[Opening PROVIDED DATA section]

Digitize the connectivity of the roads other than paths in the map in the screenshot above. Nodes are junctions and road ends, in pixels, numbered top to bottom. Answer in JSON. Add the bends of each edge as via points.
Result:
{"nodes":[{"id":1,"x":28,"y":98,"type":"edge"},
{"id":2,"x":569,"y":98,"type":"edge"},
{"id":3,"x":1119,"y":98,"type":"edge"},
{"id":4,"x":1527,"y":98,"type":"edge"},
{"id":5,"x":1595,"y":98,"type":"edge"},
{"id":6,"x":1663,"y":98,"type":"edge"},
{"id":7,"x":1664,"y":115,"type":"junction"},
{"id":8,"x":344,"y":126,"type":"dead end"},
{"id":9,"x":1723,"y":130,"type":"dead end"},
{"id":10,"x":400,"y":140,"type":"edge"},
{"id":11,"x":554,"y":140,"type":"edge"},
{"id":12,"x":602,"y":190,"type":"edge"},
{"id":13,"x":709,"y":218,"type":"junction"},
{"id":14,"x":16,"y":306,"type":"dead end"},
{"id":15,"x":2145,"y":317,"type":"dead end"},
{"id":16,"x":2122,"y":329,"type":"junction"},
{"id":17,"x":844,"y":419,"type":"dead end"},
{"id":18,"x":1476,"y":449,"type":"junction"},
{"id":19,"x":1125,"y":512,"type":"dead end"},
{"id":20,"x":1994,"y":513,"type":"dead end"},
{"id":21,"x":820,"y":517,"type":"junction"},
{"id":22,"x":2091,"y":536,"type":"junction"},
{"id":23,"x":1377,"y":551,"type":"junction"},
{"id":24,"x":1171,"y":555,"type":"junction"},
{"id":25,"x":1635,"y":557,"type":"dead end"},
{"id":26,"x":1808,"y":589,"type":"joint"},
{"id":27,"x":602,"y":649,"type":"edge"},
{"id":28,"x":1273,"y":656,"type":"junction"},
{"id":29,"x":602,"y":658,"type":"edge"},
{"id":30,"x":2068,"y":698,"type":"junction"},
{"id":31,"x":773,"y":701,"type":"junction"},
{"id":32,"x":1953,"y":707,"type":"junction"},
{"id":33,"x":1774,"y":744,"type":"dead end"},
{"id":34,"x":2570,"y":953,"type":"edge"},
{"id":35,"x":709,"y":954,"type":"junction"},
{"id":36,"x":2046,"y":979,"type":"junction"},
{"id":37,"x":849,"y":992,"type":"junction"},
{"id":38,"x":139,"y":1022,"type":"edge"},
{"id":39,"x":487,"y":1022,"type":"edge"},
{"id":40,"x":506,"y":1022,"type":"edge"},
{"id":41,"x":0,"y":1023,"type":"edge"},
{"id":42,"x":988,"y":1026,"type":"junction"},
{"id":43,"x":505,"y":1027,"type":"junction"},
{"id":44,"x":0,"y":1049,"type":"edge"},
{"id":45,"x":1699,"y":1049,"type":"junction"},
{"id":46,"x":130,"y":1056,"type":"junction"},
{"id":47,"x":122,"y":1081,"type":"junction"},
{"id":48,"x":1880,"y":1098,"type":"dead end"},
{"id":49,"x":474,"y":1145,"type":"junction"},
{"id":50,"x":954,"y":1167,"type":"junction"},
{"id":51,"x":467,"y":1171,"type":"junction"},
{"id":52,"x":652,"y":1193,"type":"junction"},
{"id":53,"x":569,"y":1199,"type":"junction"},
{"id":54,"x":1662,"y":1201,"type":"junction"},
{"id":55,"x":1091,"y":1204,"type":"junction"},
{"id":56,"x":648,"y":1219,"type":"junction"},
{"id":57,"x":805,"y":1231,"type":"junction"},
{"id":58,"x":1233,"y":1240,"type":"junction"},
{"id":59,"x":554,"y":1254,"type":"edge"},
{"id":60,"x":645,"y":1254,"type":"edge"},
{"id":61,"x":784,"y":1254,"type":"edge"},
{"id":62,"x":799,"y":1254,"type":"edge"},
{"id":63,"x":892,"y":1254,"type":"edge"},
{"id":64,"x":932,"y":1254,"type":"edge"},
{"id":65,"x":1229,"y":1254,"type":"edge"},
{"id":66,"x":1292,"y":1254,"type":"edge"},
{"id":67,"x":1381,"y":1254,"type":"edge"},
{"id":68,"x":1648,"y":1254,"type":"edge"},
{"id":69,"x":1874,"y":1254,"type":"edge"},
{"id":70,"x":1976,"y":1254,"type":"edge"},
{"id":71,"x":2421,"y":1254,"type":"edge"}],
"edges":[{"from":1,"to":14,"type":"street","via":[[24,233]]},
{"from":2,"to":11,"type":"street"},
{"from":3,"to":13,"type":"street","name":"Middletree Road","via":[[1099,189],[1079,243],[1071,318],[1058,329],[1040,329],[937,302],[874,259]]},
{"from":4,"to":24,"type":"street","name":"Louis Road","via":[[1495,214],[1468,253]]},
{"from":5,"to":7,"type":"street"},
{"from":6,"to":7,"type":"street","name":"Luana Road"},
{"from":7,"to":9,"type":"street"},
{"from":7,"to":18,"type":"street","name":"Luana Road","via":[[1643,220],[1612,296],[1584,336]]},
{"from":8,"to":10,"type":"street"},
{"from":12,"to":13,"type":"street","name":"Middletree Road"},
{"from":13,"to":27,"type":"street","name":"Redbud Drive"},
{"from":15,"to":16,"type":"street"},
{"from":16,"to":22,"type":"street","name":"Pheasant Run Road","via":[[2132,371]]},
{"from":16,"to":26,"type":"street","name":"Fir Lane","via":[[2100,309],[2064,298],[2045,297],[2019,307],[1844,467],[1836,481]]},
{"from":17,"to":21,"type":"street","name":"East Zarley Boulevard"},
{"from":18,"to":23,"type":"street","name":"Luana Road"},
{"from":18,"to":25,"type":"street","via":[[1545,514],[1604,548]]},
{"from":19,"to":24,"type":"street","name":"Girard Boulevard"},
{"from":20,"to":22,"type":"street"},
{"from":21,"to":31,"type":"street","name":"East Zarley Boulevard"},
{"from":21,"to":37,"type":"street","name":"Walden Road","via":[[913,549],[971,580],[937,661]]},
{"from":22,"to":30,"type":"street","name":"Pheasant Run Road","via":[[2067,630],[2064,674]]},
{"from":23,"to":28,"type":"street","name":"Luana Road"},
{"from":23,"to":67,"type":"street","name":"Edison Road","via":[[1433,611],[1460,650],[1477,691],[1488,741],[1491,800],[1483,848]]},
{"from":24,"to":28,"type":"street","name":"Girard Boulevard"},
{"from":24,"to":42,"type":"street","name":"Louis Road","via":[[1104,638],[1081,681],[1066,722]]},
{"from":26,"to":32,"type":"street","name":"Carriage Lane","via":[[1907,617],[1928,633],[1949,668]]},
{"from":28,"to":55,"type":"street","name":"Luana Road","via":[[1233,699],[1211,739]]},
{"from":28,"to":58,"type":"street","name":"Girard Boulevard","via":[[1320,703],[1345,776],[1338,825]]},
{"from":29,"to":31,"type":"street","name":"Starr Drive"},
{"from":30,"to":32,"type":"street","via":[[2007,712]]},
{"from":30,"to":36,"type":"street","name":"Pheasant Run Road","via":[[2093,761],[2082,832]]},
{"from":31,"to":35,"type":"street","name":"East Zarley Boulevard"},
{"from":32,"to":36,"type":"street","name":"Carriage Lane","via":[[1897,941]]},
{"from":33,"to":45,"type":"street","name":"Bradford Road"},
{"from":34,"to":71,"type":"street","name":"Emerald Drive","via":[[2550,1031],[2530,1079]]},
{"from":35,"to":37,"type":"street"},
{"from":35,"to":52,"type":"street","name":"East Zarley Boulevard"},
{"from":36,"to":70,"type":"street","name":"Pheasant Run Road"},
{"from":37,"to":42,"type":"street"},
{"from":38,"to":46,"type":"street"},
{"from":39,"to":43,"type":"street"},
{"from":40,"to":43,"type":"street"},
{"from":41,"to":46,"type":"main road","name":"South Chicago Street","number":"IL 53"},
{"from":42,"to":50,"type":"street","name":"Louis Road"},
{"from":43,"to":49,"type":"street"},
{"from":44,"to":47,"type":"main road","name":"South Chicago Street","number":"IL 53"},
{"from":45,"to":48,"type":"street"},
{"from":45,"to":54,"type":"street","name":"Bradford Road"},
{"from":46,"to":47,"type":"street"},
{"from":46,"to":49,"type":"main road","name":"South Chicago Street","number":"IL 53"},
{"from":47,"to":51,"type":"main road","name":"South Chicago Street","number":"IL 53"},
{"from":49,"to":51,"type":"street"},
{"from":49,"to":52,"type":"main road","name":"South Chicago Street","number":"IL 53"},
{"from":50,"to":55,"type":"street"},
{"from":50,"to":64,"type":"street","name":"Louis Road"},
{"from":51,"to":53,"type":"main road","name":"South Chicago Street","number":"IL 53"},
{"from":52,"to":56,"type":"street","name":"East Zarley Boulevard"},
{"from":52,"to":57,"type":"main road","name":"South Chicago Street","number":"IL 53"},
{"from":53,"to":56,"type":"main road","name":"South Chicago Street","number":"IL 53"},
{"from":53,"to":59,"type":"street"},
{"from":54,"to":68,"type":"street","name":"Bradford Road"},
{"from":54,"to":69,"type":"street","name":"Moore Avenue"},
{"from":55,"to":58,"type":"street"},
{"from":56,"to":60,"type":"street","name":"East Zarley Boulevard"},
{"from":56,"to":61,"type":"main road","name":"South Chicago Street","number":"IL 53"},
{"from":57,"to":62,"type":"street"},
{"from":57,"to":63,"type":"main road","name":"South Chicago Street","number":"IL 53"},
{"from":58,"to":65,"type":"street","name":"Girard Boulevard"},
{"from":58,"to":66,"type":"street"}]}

[Closing PROVIDED DATA section]

• TASK OBJECTIVE: Using the listing above, show every line that includes the string "Luana".

• TASK SOLUTION:
{"from":6,"to":7,"type":"street","name":"Luana Road"},
{"from":7,"to":18,"type":"street","name":"Luana Road","via":[[1643,220],[1612,296],[1584,336]]},
{"from":18,"to":23,"type":"street","name":"Luana Road"},
{"from":23,"to":28,"type":"street","name":"Luana Road"},
{"from":28,"to":55,"type":"street","name":"Luana Road","via":[[1233,699],[1211,739]]},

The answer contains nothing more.